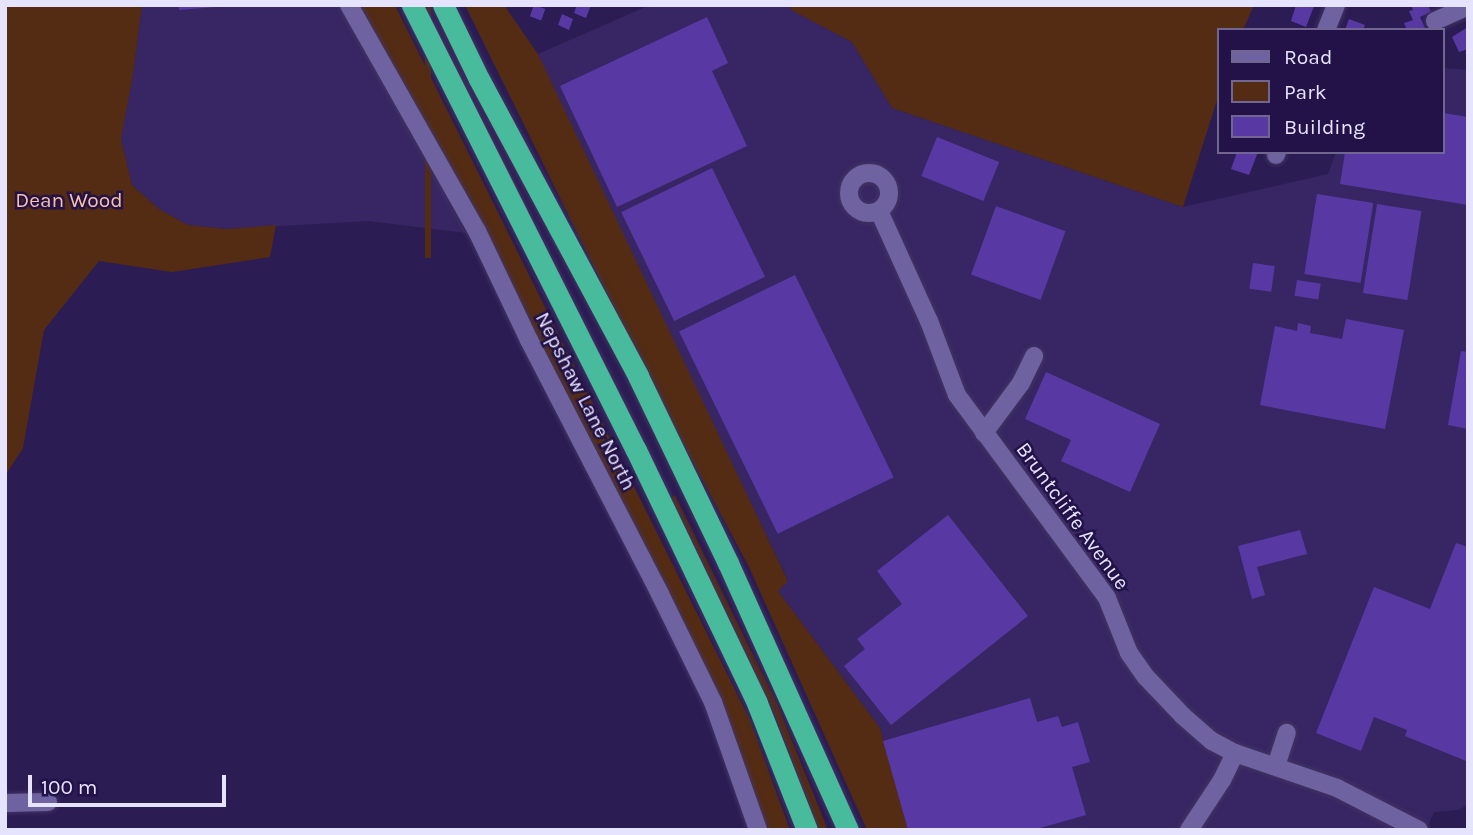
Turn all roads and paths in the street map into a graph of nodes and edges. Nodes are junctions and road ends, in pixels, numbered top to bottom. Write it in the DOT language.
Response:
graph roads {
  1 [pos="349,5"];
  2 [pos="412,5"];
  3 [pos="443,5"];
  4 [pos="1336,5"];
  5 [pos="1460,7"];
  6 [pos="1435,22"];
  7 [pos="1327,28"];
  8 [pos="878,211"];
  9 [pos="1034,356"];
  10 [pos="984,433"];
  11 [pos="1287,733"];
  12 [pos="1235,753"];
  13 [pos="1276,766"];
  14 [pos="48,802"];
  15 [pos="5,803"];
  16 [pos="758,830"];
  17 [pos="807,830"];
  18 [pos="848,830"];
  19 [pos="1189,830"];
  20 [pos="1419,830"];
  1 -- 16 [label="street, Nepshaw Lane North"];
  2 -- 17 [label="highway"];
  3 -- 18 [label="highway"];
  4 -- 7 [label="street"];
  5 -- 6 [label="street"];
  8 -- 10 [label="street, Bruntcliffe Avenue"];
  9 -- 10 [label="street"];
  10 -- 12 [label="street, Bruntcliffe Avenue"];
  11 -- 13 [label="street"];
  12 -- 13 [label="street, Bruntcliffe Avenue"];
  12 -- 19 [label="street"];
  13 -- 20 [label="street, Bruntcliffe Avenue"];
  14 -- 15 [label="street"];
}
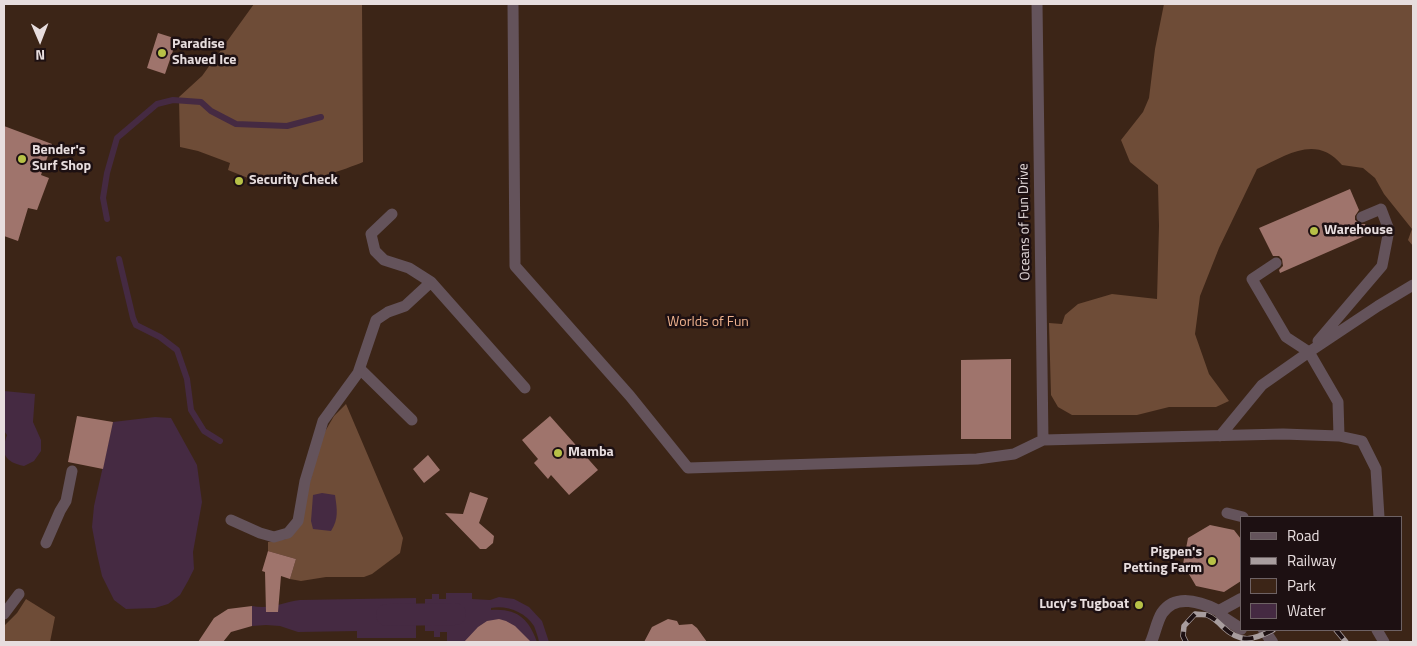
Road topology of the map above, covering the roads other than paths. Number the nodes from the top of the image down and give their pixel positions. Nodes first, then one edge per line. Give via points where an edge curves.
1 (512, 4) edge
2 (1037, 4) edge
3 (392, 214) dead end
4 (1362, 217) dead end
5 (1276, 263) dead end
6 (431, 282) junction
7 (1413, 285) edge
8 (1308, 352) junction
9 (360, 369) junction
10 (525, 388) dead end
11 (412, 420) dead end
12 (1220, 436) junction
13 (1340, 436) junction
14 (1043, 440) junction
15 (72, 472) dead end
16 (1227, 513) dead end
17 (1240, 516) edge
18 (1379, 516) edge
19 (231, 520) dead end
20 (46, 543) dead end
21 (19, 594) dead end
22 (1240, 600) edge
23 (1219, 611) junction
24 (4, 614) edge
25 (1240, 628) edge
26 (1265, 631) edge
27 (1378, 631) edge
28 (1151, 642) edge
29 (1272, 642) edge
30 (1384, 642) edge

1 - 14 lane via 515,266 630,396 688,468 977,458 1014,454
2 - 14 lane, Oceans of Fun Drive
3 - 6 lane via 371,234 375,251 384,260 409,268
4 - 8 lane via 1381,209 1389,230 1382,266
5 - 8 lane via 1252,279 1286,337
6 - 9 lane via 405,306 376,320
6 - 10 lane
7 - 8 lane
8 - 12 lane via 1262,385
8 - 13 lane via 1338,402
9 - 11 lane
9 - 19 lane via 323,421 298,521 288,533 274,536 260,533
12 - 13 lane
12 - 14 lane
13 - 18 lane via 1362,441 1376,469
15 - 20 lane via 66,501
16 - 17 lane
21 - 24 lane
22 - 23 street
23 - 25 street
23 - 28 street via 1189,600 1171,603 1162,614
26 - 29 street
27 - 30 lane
________
§ **Problem statement**:
When the word "Avenue" turns up on a line of the material above, copy that line.

§ **Response to this exercise**:
  8 -- 10 [label="street, Bruntcliffe Avenue"];
  10 -- 12 [label="street, Bruntcliffe Avenue"];
  12 -- 13 [label="street, Bruntcliffe Avenue"];
  13 -- 20 [label="street, Bruntcliffe Avenue"];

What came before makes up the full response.